All of which is to say that the very first thing that anyone is going to think when they see Catherine Tate in a wedding dress is that we’re dealing with some sort of Bridezilla joke. Actually, there’s another whiff of unpleasantness here – Tate is essentially playing the nightmare bride. The central joke, at least in The Runaway Bride, is that you would have to be out of your skull to want to marry a shrieking and unpleasant woman like her, and that a giant spider is a preferable consort. (Although the fact that she’s carnivorous means that Lance’s options are, in fact, an unpleasant hag and a vagina dentata. It’s almost like there’s some sort of underlying idea that marrying a woman is some sort of hellish outcome.) But equally, that joke is exactly what you’d expect from the basic image of Catherine Tate in a wedding dress. And it’s the main gag of The Runaway Bride – Catherine Tate is loudmouthed, slightly irritating, and browbeats the Doctor into an often stupefied silence. Which is to say that one is supposed to spend much of the episode thinking “my God, how did this woman ever get engaged?”
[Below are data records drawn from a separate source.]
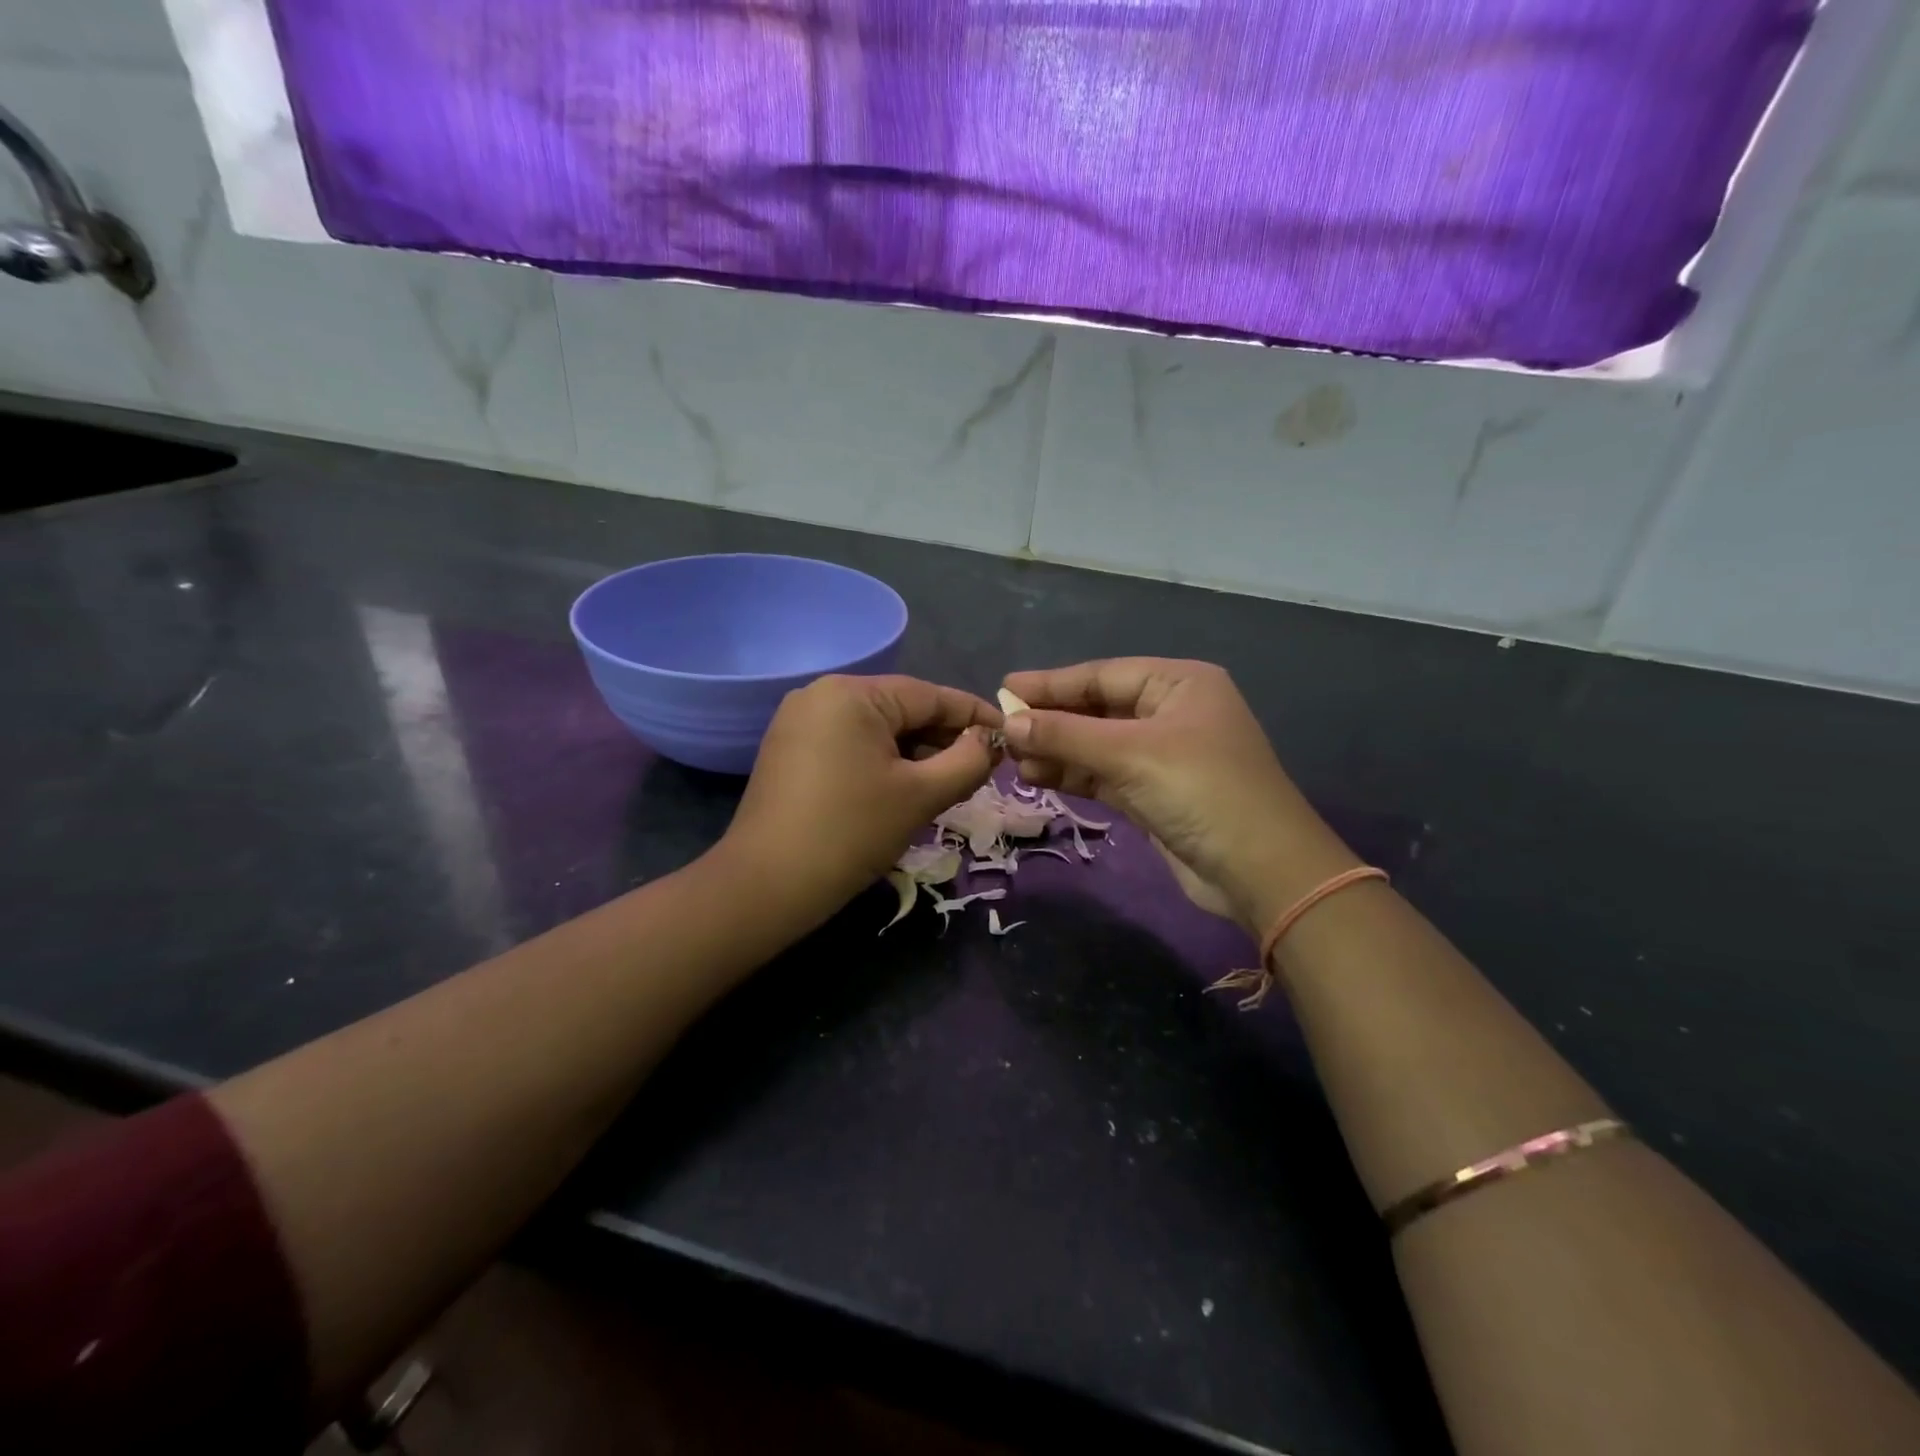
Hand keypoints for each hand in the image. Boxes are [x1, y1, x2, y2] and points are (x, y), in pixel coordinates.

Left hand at [718, 674, 1001, 922]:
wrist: (767, 886)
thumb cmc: (851, 833)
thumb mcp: (921, 795)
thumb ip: (967, 760)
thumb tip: (989, 740)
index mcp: (852, 694)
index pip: (929, 695)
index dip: (974, 715)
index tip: (1009, 734)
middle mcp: (822, 694)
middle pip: (901, 709)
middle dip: (944, 737)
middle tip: (983, 766)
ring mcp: (800, 722)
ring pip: (877, 729)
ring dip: (916, 753)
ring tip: (950, 781)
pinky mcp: (790, 750)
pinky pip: (851, 744)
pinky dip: (883, 761)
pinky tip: (906, 786)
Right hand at [1000, 659, 1357, 934]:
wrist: (1260, 872)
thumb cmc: (1201, 791)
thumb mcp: (1130, 754)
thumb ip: (1067, 734)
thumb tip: (1009, 721)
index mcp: (1179, 684)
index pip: (1103, 675)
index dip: (1052, 683)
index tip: (1004, 688)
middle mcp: (1171, 712)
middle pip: (1098, 709)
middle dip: (1052, 720)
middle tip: (1002, 728)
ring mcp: (1163, 755)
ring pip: (1097, 745)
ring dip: (1057, 750)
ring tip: (1012, 758)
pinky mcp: (1154, 793)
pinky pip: (1104, 775)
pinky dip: (1073, 775)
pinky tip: (1037, 776)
This being a drama, and Doctor Who at that, this is eventually explained, and the answer is not entirely charitable. She got engaged, as it happens, because she was terribly thick and didn’t realize that Lance despised her. But there’s a real problem with this scene that highlights the kind of awkward fit this particular collision of Catherine Tate with Doctor Who. In a Catherine Tate sketch, which is what this is basically written as, the humor is that Lance would be right. This isn’t out of line in the least; Donna is very much written as a Catherine Tate character (although she’s created by Davies), and we’re supposed to laugh at the grotesque obliviousness of Catherine Tate characters. We’re supposed to think everything Lance says.
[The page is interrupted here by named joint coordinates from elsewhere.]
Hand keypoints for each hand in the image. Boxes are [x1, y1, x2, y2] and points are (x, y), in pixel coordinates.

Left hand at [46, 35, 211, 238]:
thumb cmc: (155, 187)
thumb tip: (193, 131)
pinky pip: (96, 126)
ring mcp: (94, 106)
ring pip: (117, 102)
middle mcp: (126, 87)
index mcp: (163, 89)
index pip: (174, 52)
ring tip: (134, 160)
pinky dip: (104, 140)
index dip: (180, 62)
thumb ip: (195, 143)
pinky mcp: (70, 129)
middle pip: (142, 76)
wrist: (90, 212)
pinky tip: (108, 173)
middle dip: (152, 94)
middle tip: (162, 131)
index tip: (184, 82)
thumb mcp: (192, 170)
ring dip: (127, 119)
Except that in Doctor Who we have to take Lance to be the villain (although ultimately the moral judgment of “he didn’t deserve that” is settled on). We’re supposed to side with Donna. Which is difficult because nothing in the preceding chunk of episode has pointed us towards anything other than finding Donna to be a fairly annoying Catherine Tate character. But the problem is in the specifics. Tennant and Tate are a glorious pairing even here. The problem is that Tate needs to be given something more than a sketch comedy character in order to function well in a dramatic setting. The problem isn’t in Catherine Tate in the TARDIS, it’s in the reductive obviousness of casting Tate as Bridezilla. Putting Catherine Tate opposite David Tennant is at once straightforward and terribly clever. Putting her opposite Tennant as little more than a sketch character who’s expected to carry dramatic weight, however, was always doomed to at least some degree of failure. The problem, in a nutshell, is that Davies didn’t realize just how good an actress he had in Catherine Tate, and initially wrote Donna as a mere sketch character when Catherine Tate was more than capable of playing a real one.